Fireplaces are nice, but unless they’ve got an efficient insert the vast majority of heat energy just goes right up the chimney. When we bought our house it was partly because it had a great place in which to put a small wood stove, which we did in our first year here. The only problem is that it’s so small it won’t take a standard 16″ log, but I mostly cut my own to 14″ or 15″ which fit just fine. Once it’s running even almost fully dampered down to where the chimney is coming close to too cool to prevent creosoting it still keeps the entire house toasty warm; almost too warm right near the stove.
At our last house I had an electrician install a double-pole/double-throw switch on the power supply to the boiler, and ran the line power to one side, and a three-prong plug pigtail cord to the other. I kept a deep-cycle 12-volt trolling battery on a trickle charger, and when the power went out I’d hook the battery up to a (true sine-wave) inverter and plug into that, then flip the switch to isolate it from the line power and feed 115 VAC battery-sourced power to the boiler. I could keep the boiler running for a couple of days on it, and had a solar panel that I’d use when the sun was out to top-off the battery. I still need to set that up on our current house.
But I find it hysterically funny that every time we get a big winter storm people forget what the weather has been like for the past 60 years. “Oh my god, it’s Snowmaggedon”, or “New York City will see sub-zero temperatures; it’s the end of the world”. Well, the lame-stream media and on-line media gotta sell razor blades somehow. Ratings and clicks are what they’re after.
For the gods sake, it’s frickin’ JANUARY. It’s gonna be cold.
If you have any PVC plumbing left, it might be a good idea to pick up a length of spare pipe and some extra fittings… and make sure your PVC cleaner and glue are still good.

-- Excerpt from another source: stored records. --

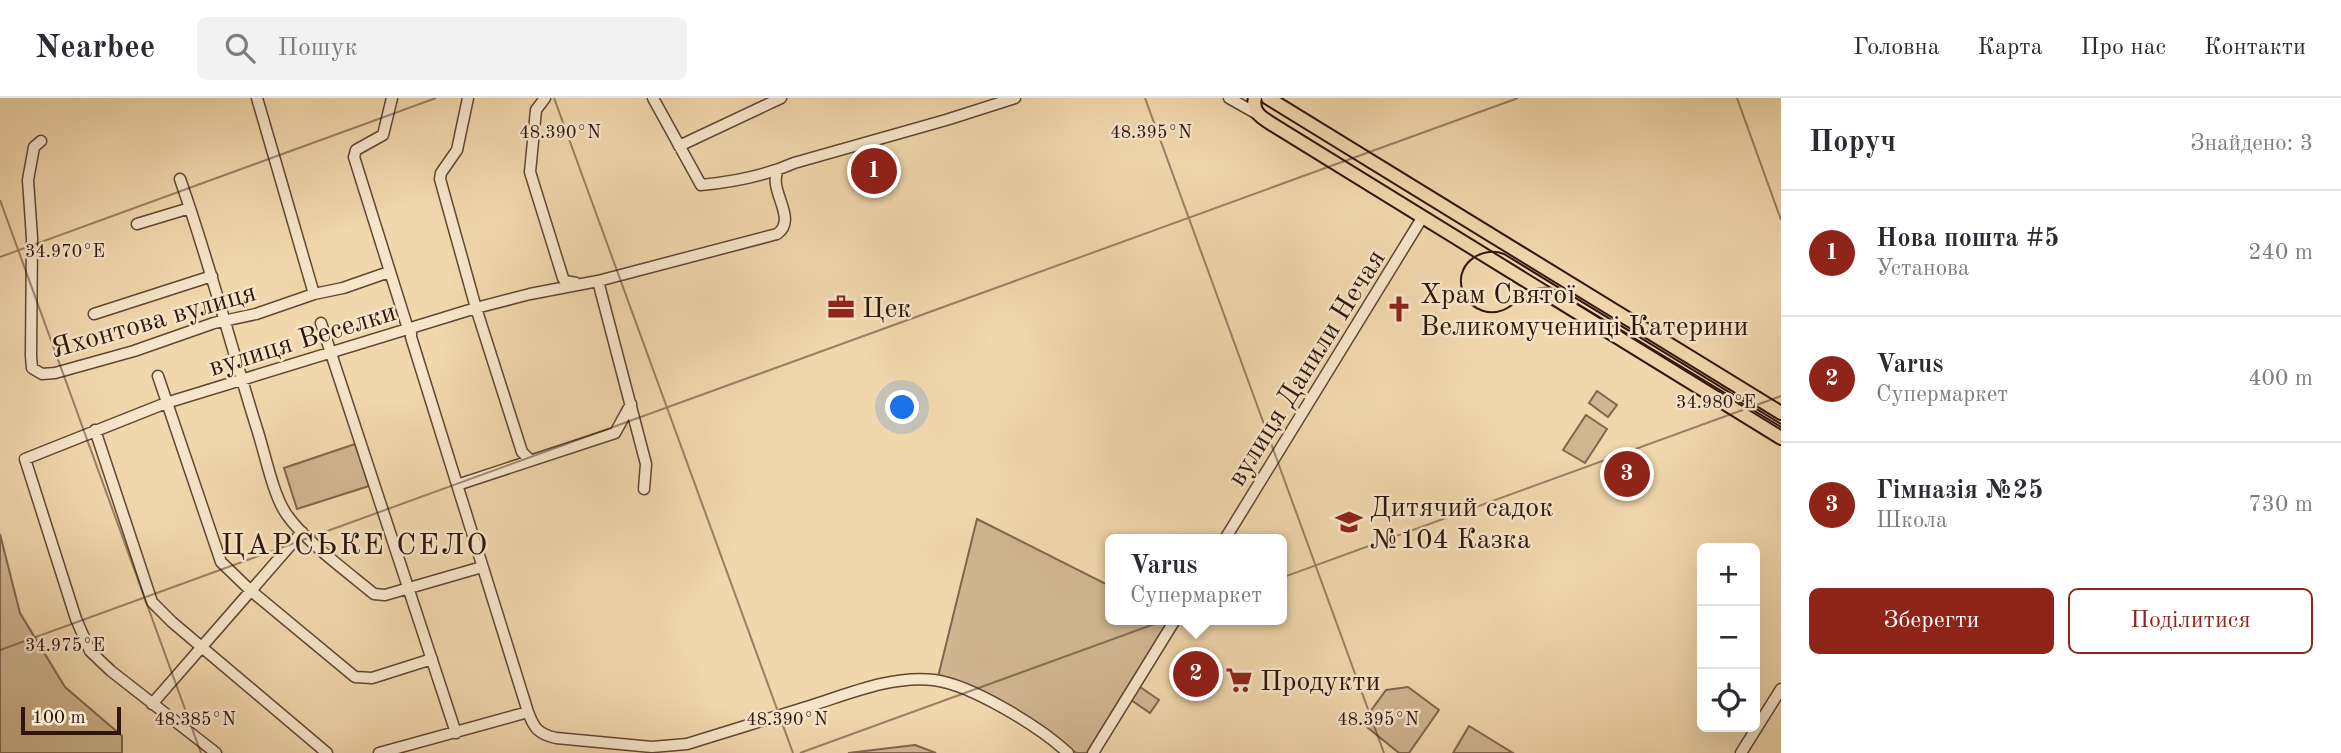 <!DOCTYPE html>
<html lang="uk">
<head>
<meta charset="utf-8">
<style>
  :root { --surface:#fff; --page:#f2f2f3; --text:#2b2b33; --muted:#7c7c81; --line:#e1e1e2; --accent:#8f2418 }
  body { margin:0; font-family:"Old Standard TT",serif; background:var(--page); color:var(--text) }
  .controls { position:absolute; right:21px; bottom:21px; display:grid; overflow:hidden; border-radius:10px; box-shadow:0 7px 28px #0002 }
  .controls button { width:63px; height:63px; display:grid; place-items:center; padding:0; border:0; border-bottom:2px solid var(--line); background:var(--surface); color:var(--text); font:35px sans-serif }
  .scale { position:absolute; left:21px; bottom:18px; width:100px; box-sizing:border-box; padding-left:7px; border:4px solid #2f160c; border-top:0; font-size:19px; line-height:24px; white-space:nowrap; color:#2f160c; -webkit-text-stroke:5px #f6e5c9; paint-order:stroke }
  .you { position:absolute; left:903px; top:310px; width:24px; height:24px; margin:-18px; border:5px solid #fff; border-radius:50%; background:#1a73e8; box-shadow:0 0 0 10px #1a73e833 }
  .badge { display:grid; place-items:center; width:46px; height:46px; border-radius:50%; background:var(--accent); color:#fff; font-size:23px; font-weight:700 }
  .pin { position:absolute; translate:-50% -50%; border:4px solid #fff; box-shadow:0 2px 7px #0006 }
  .popup { position:absolute; left:1105px; top:436px; width:182px; height:91px; box-sizing:border-box; display:grid; place-content:center; border-radius:10px; background:var(--surface); filter:drop-shadow(0 2px 5px #0005); font-size:23px; white-space:nowrap; color:var(--muted) }
  .popup b { font-size:26px; color:var(--text) }
  .popup::after { content:''; position:absolute; left:50%; top:100%; margin-left:-14px; border:14px solid transparent; border-top-color:var(--surface) }
  .list { margin:0; padding:0; list-style:none }
  h2 { display:flex; justify-content:space-between; align-items:center; height:91px; margin:0; padding:0 28px; font-size:30px }
  h2 small { font-size:23px; font-weight:400; color:var(--muted) }
  .list li { display:grid; grid-template-columns:46px 1fr auto; gap:21px; align-items:center; box-sizing:border-box; height:126px; padding:0 28px; border-top:2px solid var(--line) }
  .list b { display:block; font-size:26px; white-space:nowrap }
  .list p { margin:0; font-size:23px; white-space:nowrap; color:var(--muted) }
  .list em { font-size:23px; font-style:normal; color:var(--muted) }
  .actions { display:flex; gap:14px; padding:21px 28px }
  .actions a { flex:1; padding:16px 0; border:2px solid var(--accent); border-radius:10px; text-align:center; font-size:24px; color:var(--accent) }
  .actions .main { background:var(--accent); color:#fff }
  .icon { flex:none; width:38px; height:38px; fill:none; stroke:currentColor; stroke-width:2; stroke-linecap:round; stroke-linejoin:round }
  .map { position:relative; flex:none; width:1781px; height:655px; overflow:hidden }
  header { display:flex; align-items:center; gap:42px; box-sizing:border-box; height:98px; padding:0 35px; background:var(--surface); border-bottom:2px solid var(--line) }
  header strong { font-size:33px }
  nav { display:flex; gap:38px; margin-inline-start:auto; font-size:24px }
  .search { width:490px; height:63px; background:var(--page); display:flex; align-items:center; gap:18px; box-sizing:border-box; padding:0 24px; border-radius:10px; color:var(--muted); font-size:26px }
  main { display:flex }
  aside { flex:1; background:var(--surface) }
  .map>svg:first-child { display:block }
</style>
</head>
<body>
<header>
<strong>Nearbee</strong>
<div class="search"><svg class="icon" aria-label="search" viewBox="0 0 24 24"><circle cx="10" cy="10" r="6"/><path d="M15 15l6 6"/></svg>Пошук</div>
<nav><a>Головна</a><a>Карта</a><a>Про нас</a><a>Контакти</a></nav>
</header>
<main>
<div class="map">
<svg width="1781" height="655" viewBox="0 0 1781 655">
  <rect width="100%" height="100%" fill="#f1d7ac"/>
  <filter id="stains"><feTurbulence type="fractalNoise" baseFrequency=".00286" numOctaves="4"/><feColorMatrix values="0 0 0 0 .2 0 0 0 0 .09 0 0 0 0 .02 0 0 0 .5 -.17"/></filter>
  <radialGradient id="worn" r=".72"><stop offset=".6" stop-color="#630" stop-opacity="0"/><stop offset="1" stop-color="#630" stop-opacity=".3"/></radialGradient>
  <!-- green -->
  <path fill="#d0b691" stroke="#80664e" stroke-width="2" d="M1597,293l20,14 -9,12 -19,-14z
    M1586,317l21,14 -22,34 -22,-13z
    M355,346l14,42 -72,23 -13,-41z
    M977,421l133,67v34h61l-82,133h-12l-65,-38 -75,-34z
    M0,436l20,79 45,74 57,49v17h-122z
    M1140,589l19,13 -9,13 -19,-13z
    M1408,589l31,23 -30,43h-10l-37,-30 24,-33z
    M1469,628l44,27h-60z
    M915,647l21,8h-88z"/>
  <g fill="none" stroke-linecap="round" stroke-linejoin="round">
    <!-- minor casing -->
    <g stroke="#604634" stroke-width="13">
      <path id="minor" d="M257,0l57,196
        M392,0l-9,37 -27,15 -2,7 54,172
        M468,0l-11,52 -16,23 -1,6 36,129 46,144 8,8
        M545,0l-9,12 -6,62 33,106 2,3 11,2
        M653,0l48,87c31,-3 64,-9 93,-22l152,-43 69,-22
        M1229,0l30,17
        M41,43l-7,6 -6,33 4,58 -1,118 1,12 10,6 13,-1 79,-22 80,-28 42,-9 58,-20 29,-6 46,-16
        M679,48l102,-48
        M180,81c29,82 51,167 77,250 8,24 16,67 30,86 18,26 62,58 87,79l11,1 97,-28
        M137,126l53,-16
        M598,183l48,183 -2,25
        M94,216l118,-38
        M321,225l135,410
        M411,230v9l117,375c6,16 10,22 28,26l96,9 35,-3c41,-13 82,-25 123,-38 38,-12 82,-31 124,-26 38,5 106,47 134,73
        M158,278l63,186 29,28 105,87 17,1 60,-19
        M95,332l57,172 20,20 155,131
        M457,387l158,-52 16,-29
        M1225,441l197,-321
        M152,606l150,-172
        M216,655l-105,-82 -21,-20 -14,-32 -51,-160 141,-56 310,-95 54,-14 68,-13 179,-47c22,-15 -10,-44 1,-64
        M379,655l149,-41
        M1093,655l82,-133
        M1741,655l40,-64"/>
    </g>
    <!-- major casing -->
    <g stroke="#2f160c" stroke-width="16">
      <path id="major" d="M1255,0c-4,15 9,21 20,28l506,312
        M1268,0l513,315"/>
    </g>
    <!-- minor -->
    <use href="#minor" stroke="#f6e5c9" stroke-width="10"/>
    <!-- major -->
    <use href="#major" stroke="#f1d7ac" stroke-width="12"/>
    <!-- tram -->
    <path stroke="#2f160c" stroke-width="2" d="M1781,326l-277,-170c-24,-9 -51,12 -41,38 8,19 29,26 46,15 8,-5 14,-12 22,-16 8,-4 14,-4 22,-2l228,138"/>
  </g>
  <!-- ticks -->
  <path fill="none" stroke="#2f160c" stroke-width="2" stroke-opacity="0.45" d="M554,0l239,655M1145,0l239,655M1737,0l44,122M0,102l201,553M0,159l436,-159M0,552l1518,-552M800,655l981,-357"/>
  <!-- icons -->
  <defs>
    <g id="office-bare" transform="scale(2.1)"><path d="M-6-3h4V-5.5h4V-3h4V5H-6ZM-1-4.5V-3h2v-1.5ZM-6 0V1H6V0Z" fill="#8f2418" stroke="#f6e5c9" stroke-width="2.5" paint-order="stroke"/></g>
    <g id="church-bare" transform="scale(2.1)"><path d="M-1.2-6h2.4v3.5h3.3v2.4h-3.3V6h-2.4V-.1h-3.3v-2.4h3.3Z" fill="#8f2418" stroke="#f6e5c9" stroke-width="2.5" paint-order="stroke"/></g>
    <g id="school-bare" transform="scale(2.1)"><path d="M0-5L7-2L0 1L-7-2ZM-4 1L0 2.5L4 1V4Q0 6-4 4Z" fill="#8f2418" stroke="#f6e5c9" stroke-width="2.5" paint-order="stroke"/></g>
    <g id="supermarket-bare" transform="scale(2.1)"><path d="M-6-5.5h2.5l.6 2H6L4.5 2H-2.5L-4.4-4H-6ZM-1.5 3.2a1.3 1.3 0 1 0 .1 0ZM3 3.2a1.3 1.3 0 1 0 .1 0Z" fill="#8f2418" stroke="#f6e5c9" stroke-width="2.5" paint-order="stroke"/></g>
  </defs>
  <g fill-rule="evenodd">
    <use href="#office-bare" x="841" y="209"/>
    <use href="#church-bare" x="1399" y="211"/>
    <use href="#school-bare" x="1349" y="424"/>
    <use href="#supermarket-bare" x="1239" y="582"/>
  </g>
  <g text-anchor="middle" stroke-width="5" stroke-linejoin="round" paint-order="stroke">
    <!-- poi labels -->
    <g font-size="28" fill="#2f160c" stroke="#f6e5c9" text-anchor="start">
      <text x="1420" y="205">Храм Святої<tspan x="1420" dy="32">Великомучениці Катерини</tspan></text>
      <text x="862" y="219">Цек</text>
      <text x="1370" y="418">Дитячий садок<tspan x="1370" dy="32">№104 Казка</tspan></text>
      <text x="1260" y="592">Продукти</text>
    </g>
    <!-- street labels -->
    <g font-size="28" fill="#2f160c" stroke="#f6e5c9">
      <text transform="translate(153 221) rotate(-16)" y="10">Яхонтова вулиця</text>
      <text transform="translate(302 240) rotate(-17)" y="10">вулиця Веселки</text>
      <text transform="translate(1305 269) rotate(-58)" y="10">вулиця Данили Нечая</text>
    </g>
    <!-- neighbourhood labels -->
    <g font-size="30" letter-spacing="2" fill="#2f160c" stroke="#f6e5c9">
      <text x="355" y="456">ЦАРСЬКЕ СЕЛО</text>
    </g>
  </g>
  <g font-size="18" text-anchor="middle" fill="#2f160c" stroke="#f6e5c9" stroke-width="5" stroke-linejoin="round" paint-order="stroke">
    <text x="560" y="40">48.390°N</text>
    <text x="1151" y="40">48.395°N</text>
    <text x="65" y="159">34.970°E</text>
    <text x="1716" y="310">34.980°E</text>
    <text x="65" y="553">34.975°E</text>
    <text x="195" y="627">48.385°N</text>
    <text x="787" y="627">48.390°N</text>
    <text x="1378" y="627">48.395°N</text>
  </g>
  <rect width="100%" height="100%" filter="url(#stains)"/>
  <rect width="100%" height="100%" fill="url(#worn)"/>
</svg>
<div class="controls">
<button>+</button>
<button>−</button>
<button><svg class="icon" aria-label="locate" viewBox="0 0 24 24"><circle cx="12" cy="12" r="6"/><path d="M12 2v4M12 18v4M2 12h4M18 12h4"/></svg></button>
</div>
<div class="scale">100 m</div>
<div class="you"></div>
<div class="pin badge" style="left:874px;top:73px">1</div>
<div class="pin badge" style="left:1196px;top:576px">2</div>
<div class="popup"><b>Varus</b>Супермаркет</div>
<div class="pin badge" style="left:1627px;top:376px">3</div>
</div>
<aside>
<h2>Поруч<small>Знайдено: 3</small></h2>
<ul class="list">
<li><span class="badge">1</span><div><b>Нова пошта #5</b><p>Установа</p></div><em>240 m</em></li>
<li><span class="badge">2</span><div><b>Varus</b><p>Супермаркет</p></div><em>400 m</em></li>
<li><span class="badge">3</span><div><b>Гімназія №25</b><p>Школа</p></div><em>730 m</em></li>
</ul>
<div class="actions"><a class="main">Зберегти</a><a>Поділитися</a></div>
</aside>
</main>
</body>
</html>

Snowpocalypse I ran every hardware store for hundreds of miles out of certain replacement parts.
“When the freeze hits, open sink cabinets so warm air circulates on less insulated pipes on your outer walls.”
This is excellent, if mundane advice. Hardly anyone considers that wood cabinets act as insulation, forming a thermal barrier between room temperature and exterior walls
That said, 18° is small cause for alarm. NE Ohio will see temperatures in the single digits by Friday, with the wind-chill temperature dipping below zero.